YOUR ASSIGNMENT:
Those lines of the records that contain "thumb" are to be located and copied.

== == ==

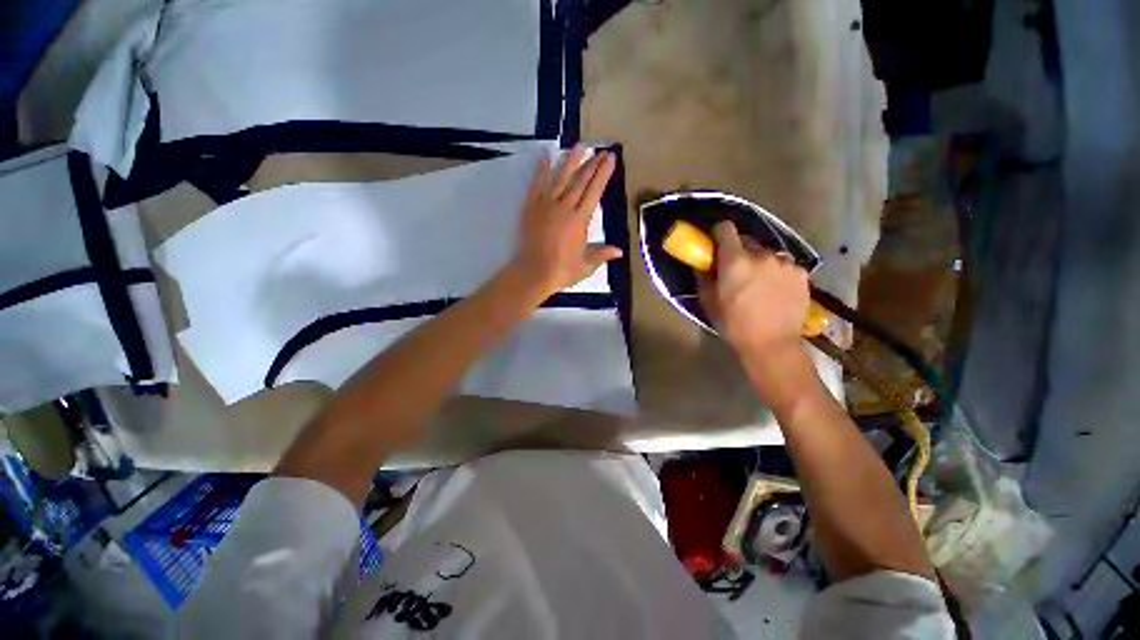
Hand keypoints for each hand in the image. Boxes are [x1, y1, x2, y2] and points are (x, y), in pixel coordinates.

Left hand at [508, 146, 621, 299]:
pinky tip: (545, 156)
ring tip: (580, 146)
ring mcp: (546, 205)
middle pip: (580, 181)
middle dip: (592, 164)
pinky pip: (537, 184)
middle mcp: (564, 207)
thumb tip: (619, 251)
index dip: (603, 174)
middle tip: (601, 150)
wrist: (533, 272)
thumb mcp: (585, 266)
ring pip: (560, 178)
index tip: (610, 159)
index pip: (594, 192)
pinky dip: (541, 170)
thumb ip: (601, 254)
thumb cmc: (561, 271)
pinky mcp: (531, 207)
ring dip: (571, 161)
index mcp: (579, 220)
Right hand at [699, 221, 809, 353]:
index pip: (725, 228)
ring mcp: (785, 262)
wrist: (771, 344)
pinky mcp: (801, 273)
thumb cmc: (733, 324)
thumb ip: (704, 276)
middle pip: (747, 242)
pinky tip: (776, 291)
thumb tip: (703, 263)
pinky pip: (784, 265)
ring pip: (767, 254)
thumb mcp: (709, 301)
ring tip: (760, 284)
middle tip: (737, 272)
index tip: (716, 245)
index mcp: (735, 260)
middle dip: (739, 253)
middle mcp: (762, 254)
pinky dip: (778, 272)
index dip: (719, 234)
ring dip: (760, 263)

== == ==

ANSWER BOX:
thumb tip: (619, 251)
thumb mcp: (585, 266)
thumb ip: (601, 254)
thumb cmc: (561, 271)
thumb cmc: (733, 324)
thumb ip: (704, 276)
thumb tip: (703, 263)
thumb mcp: (709, 301)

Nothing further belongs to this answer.